What you are asked to do: Read through the listing and copy every line that contains the word "image".

** Data records follows **

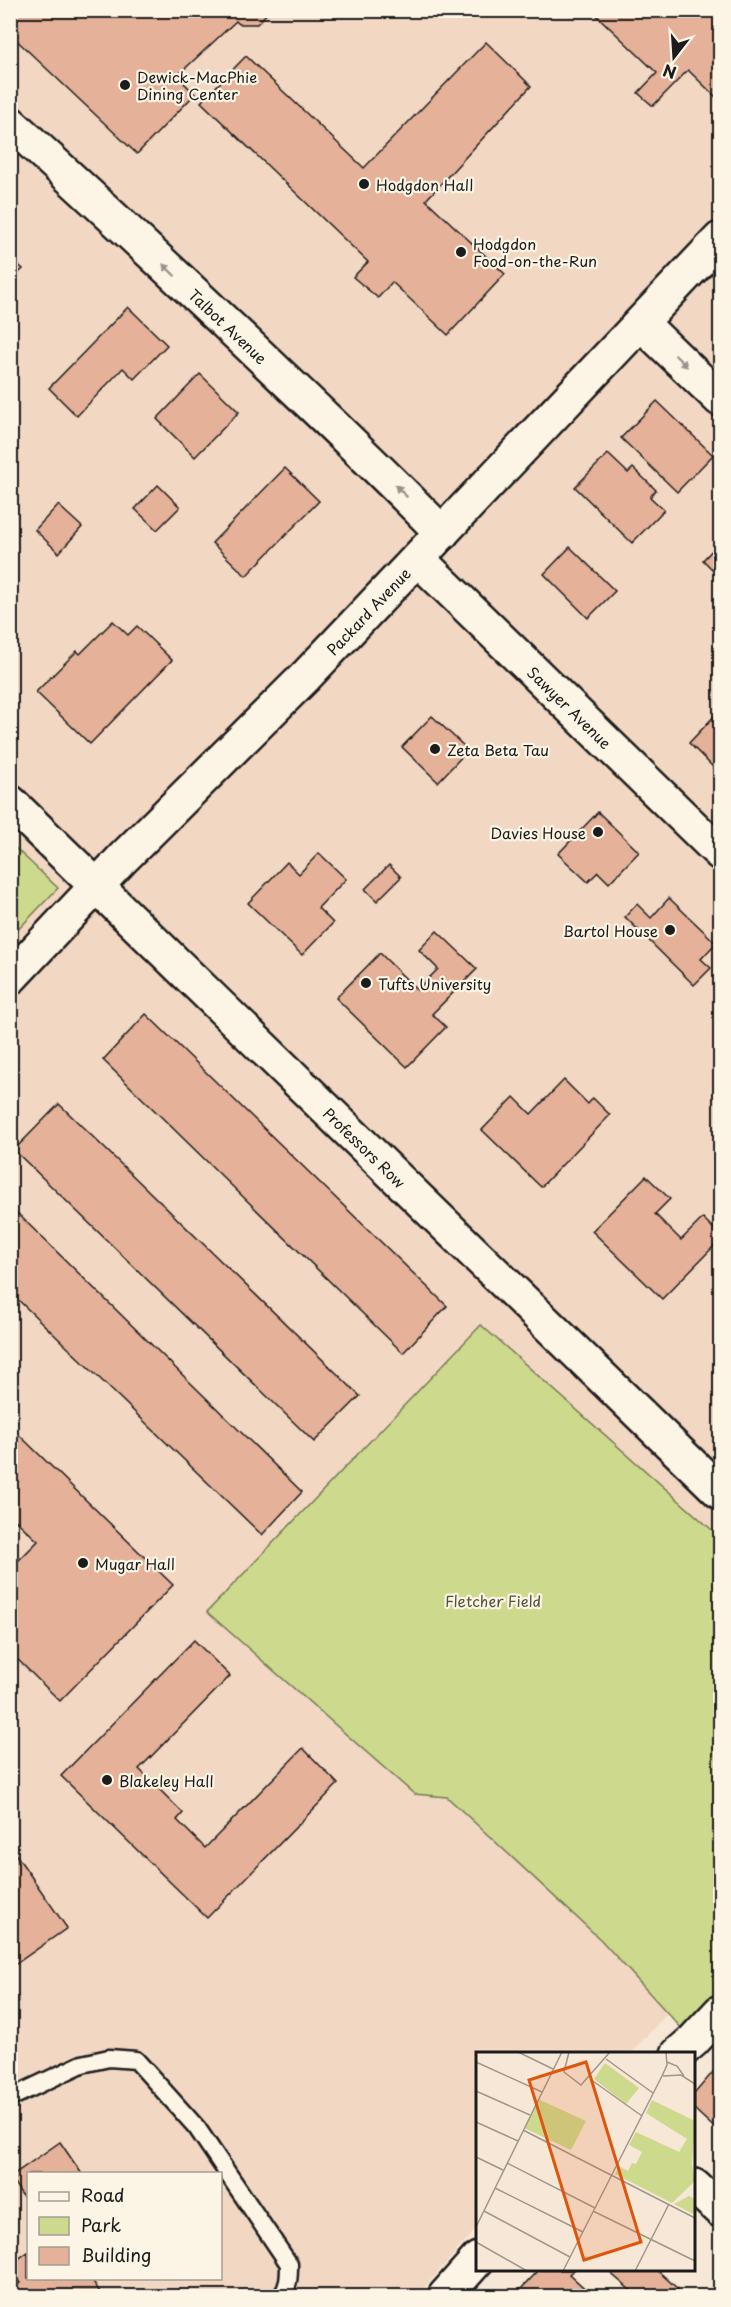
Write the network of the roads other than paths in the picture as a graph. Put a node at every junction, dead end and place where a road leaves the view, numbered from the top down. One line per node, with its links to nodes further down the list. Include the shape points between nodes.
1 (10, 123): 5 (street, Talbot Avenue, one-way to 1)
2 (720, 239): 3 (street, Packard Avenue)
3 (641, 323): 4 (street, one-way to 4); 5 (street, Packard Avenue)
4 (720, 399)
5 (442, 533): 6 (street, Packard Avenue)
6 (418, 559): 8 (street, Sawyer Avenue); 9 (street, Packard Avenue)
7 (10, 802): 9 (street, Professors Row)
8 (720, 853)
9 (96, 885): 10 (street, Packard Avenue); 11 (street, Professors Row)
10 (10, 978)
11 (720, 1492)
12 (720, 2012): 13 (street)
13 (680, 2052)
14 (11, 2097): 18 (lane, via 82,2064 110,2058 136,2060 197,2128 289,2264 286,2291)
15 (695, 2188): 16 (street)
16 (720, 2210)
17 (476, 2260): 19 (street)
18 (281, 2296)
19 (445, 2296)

** End of Data records **
** Data records follows **

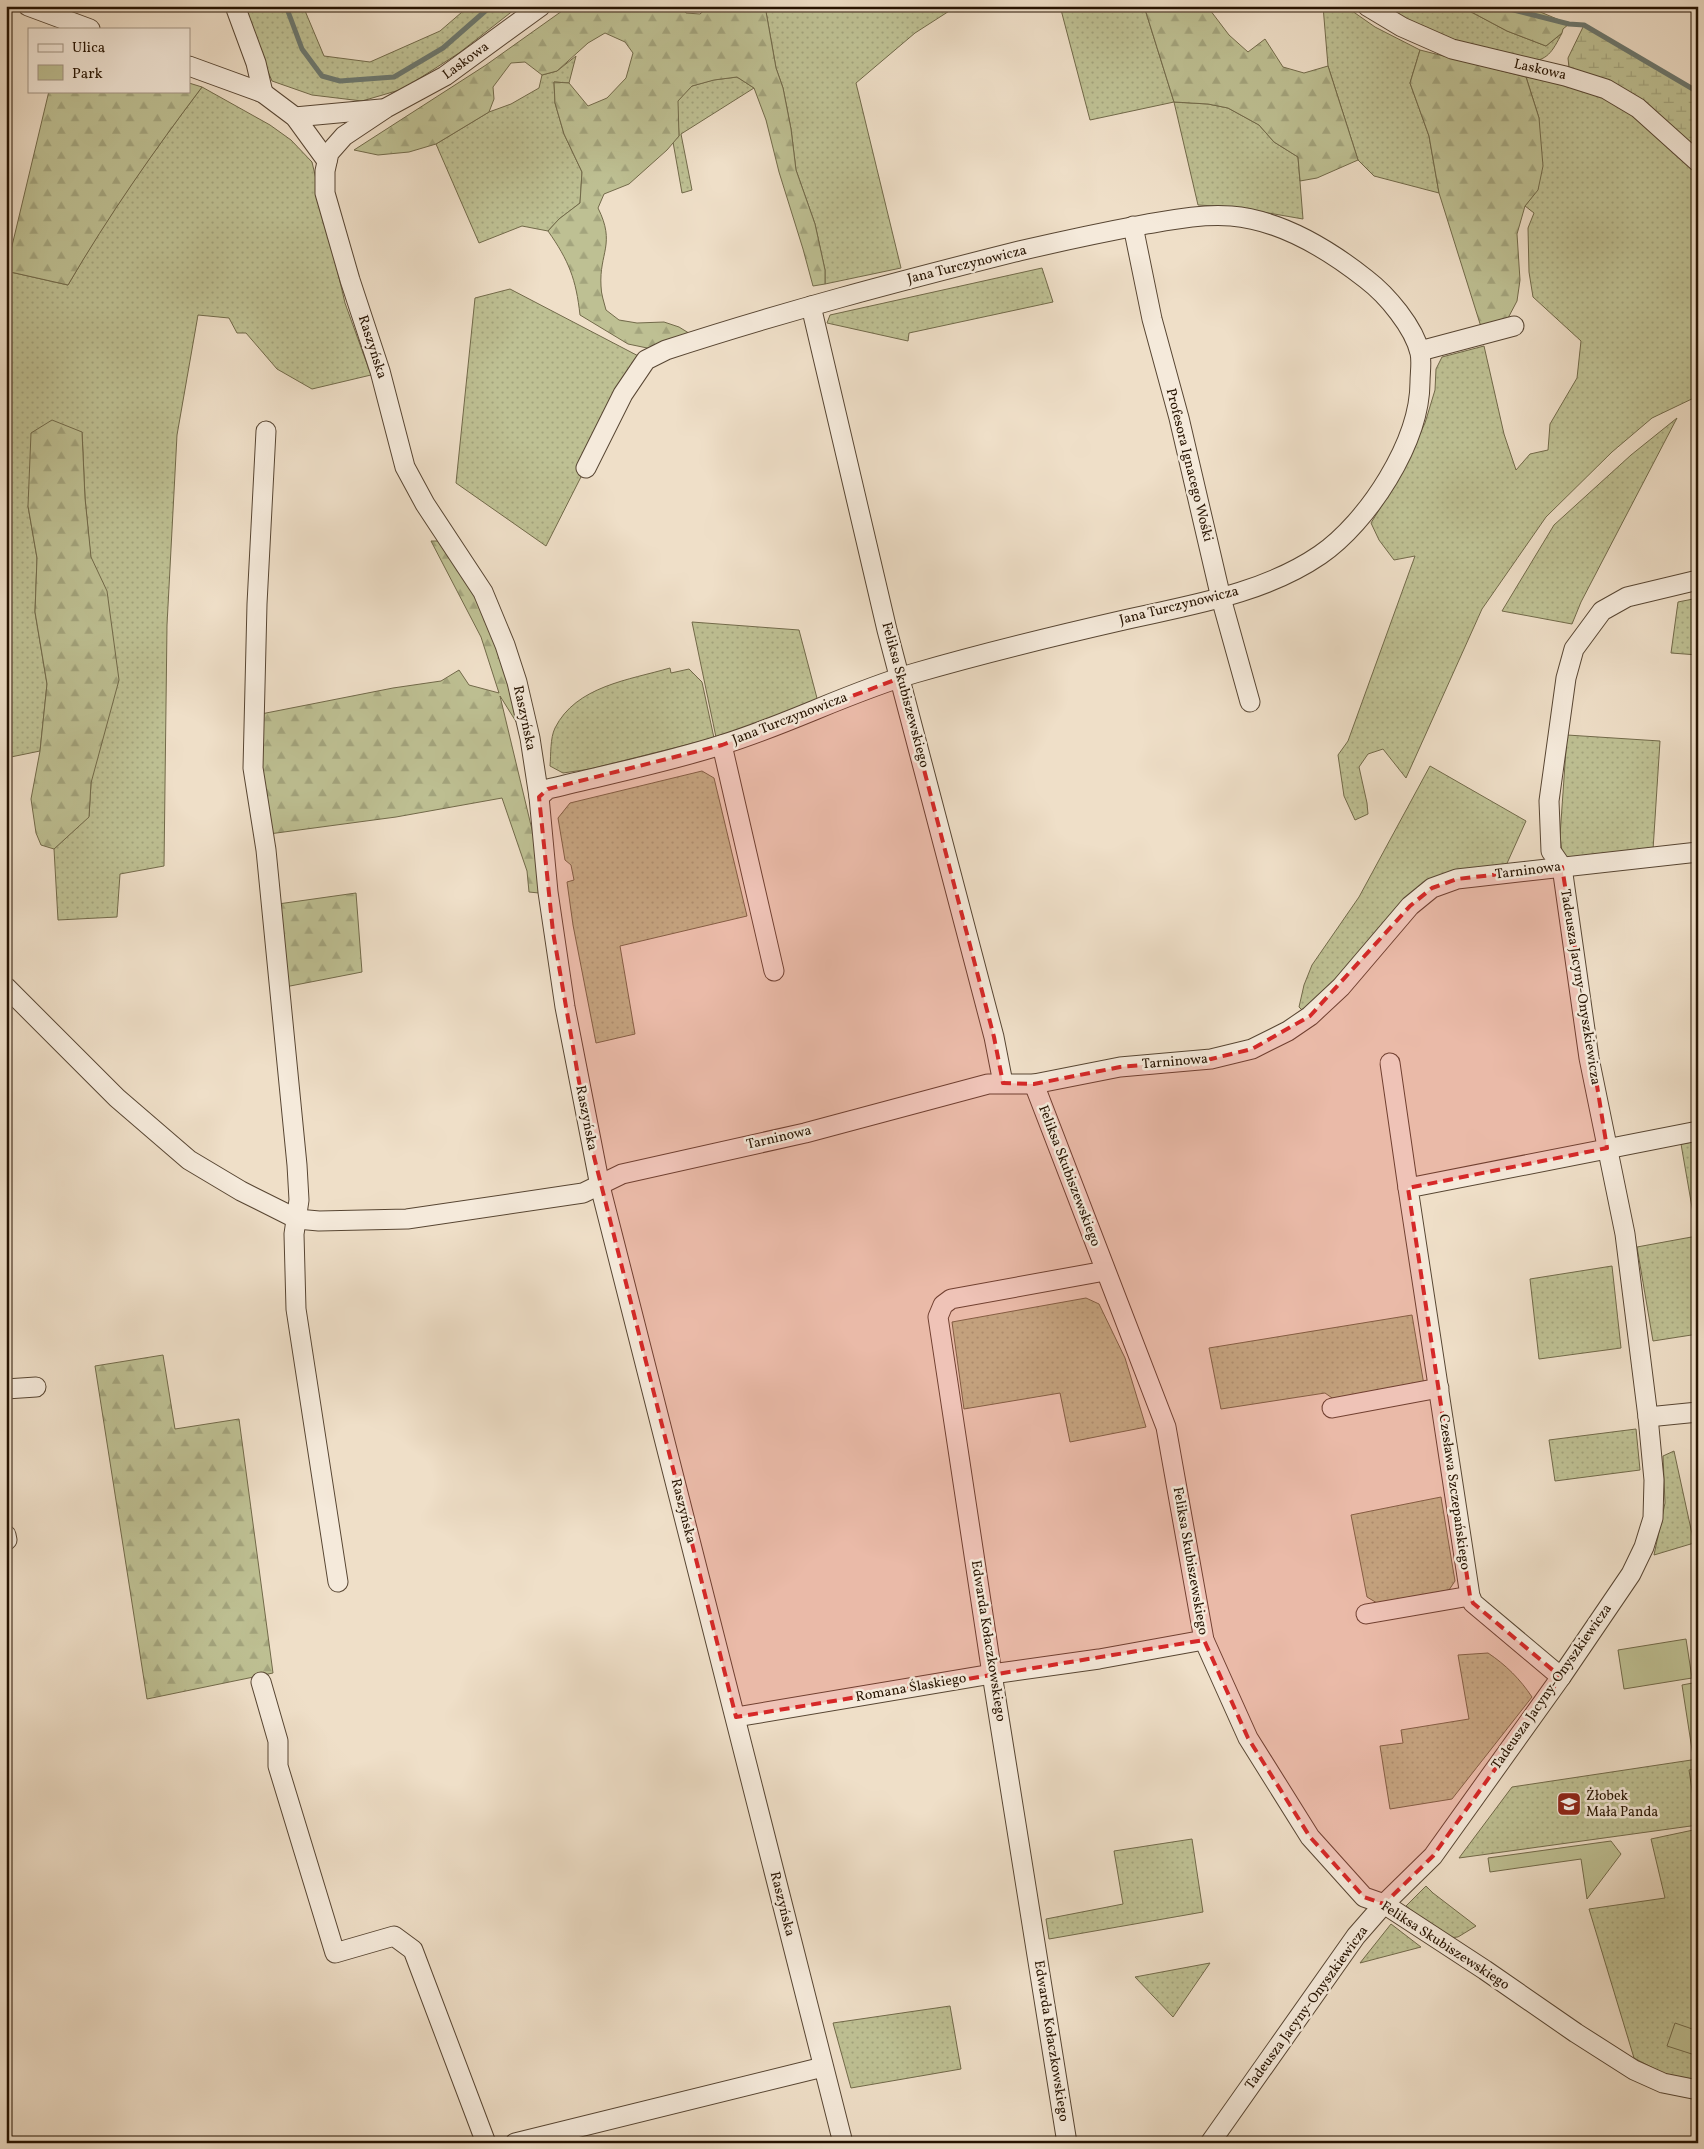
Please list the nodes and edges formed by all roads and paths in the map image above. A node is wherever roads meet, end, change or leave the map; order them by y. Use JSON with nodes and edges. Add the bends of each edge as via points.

** End of Data records **
** Data records follows **

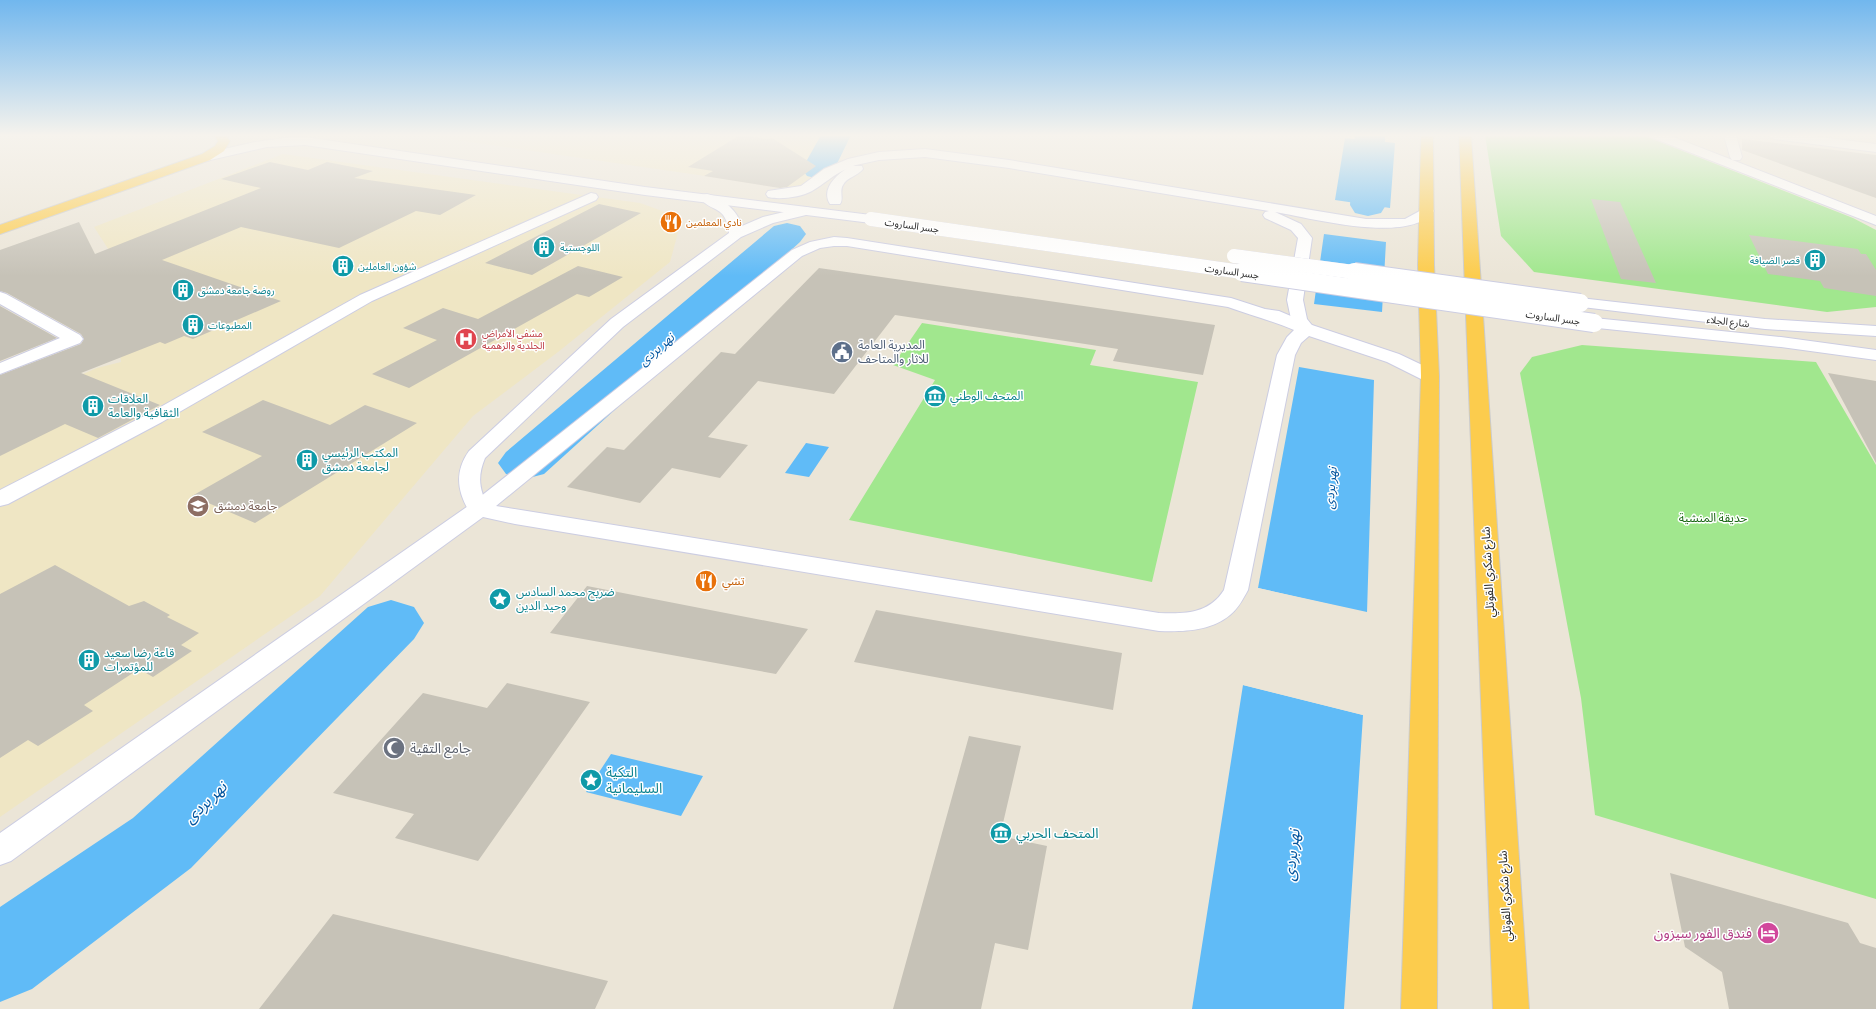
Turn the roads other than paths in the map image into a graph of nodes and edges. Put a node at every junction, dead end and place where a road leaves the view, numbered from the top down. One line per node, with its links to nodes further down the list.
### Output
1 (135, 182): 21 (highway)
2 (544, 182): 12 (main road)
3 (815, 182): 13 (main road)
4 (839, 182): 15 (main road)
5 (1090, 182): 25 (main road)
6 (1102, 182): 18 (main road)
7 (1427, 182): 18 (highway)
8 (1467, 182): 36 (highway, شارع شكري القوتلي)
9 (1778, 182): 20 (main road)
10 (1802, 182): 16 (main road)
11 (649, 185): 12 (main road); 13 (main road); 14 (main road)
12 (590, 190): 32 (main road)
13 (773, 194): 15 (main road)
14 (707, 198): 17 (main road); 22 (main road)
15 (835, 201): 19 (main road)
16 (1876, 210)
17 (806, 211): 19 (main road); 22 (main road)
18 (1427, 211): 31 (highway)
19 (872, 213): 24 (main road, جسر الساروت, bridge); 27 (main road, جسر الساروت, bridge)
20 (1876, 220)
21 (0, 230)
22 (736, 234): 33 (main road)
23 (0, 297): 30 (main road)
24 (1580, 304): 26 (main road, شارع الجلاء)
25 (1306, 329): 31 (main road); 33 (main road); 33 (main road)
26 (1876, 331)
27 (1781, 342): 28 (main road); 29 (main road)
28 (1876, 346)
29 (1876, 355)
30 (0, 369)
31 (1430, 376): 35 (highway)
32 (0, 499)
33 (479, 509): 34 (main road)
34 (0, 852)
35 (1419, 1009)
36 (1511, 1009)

** End of Data records **

Solution:
Please list the nodes and edges formed by all roads and paths in the map image above. A node is wherever roads meet, end, change or leave the map; order them by y. Use JSON with nodes and edges. Add the bends of each edge as via points.
Turn the roads other than paths in the map image into a graph of nodes and edges. Put a node at every junction, dead end and place where a road leaves the view, numbered from the top down. One line per node, with its links to nodes further down the list.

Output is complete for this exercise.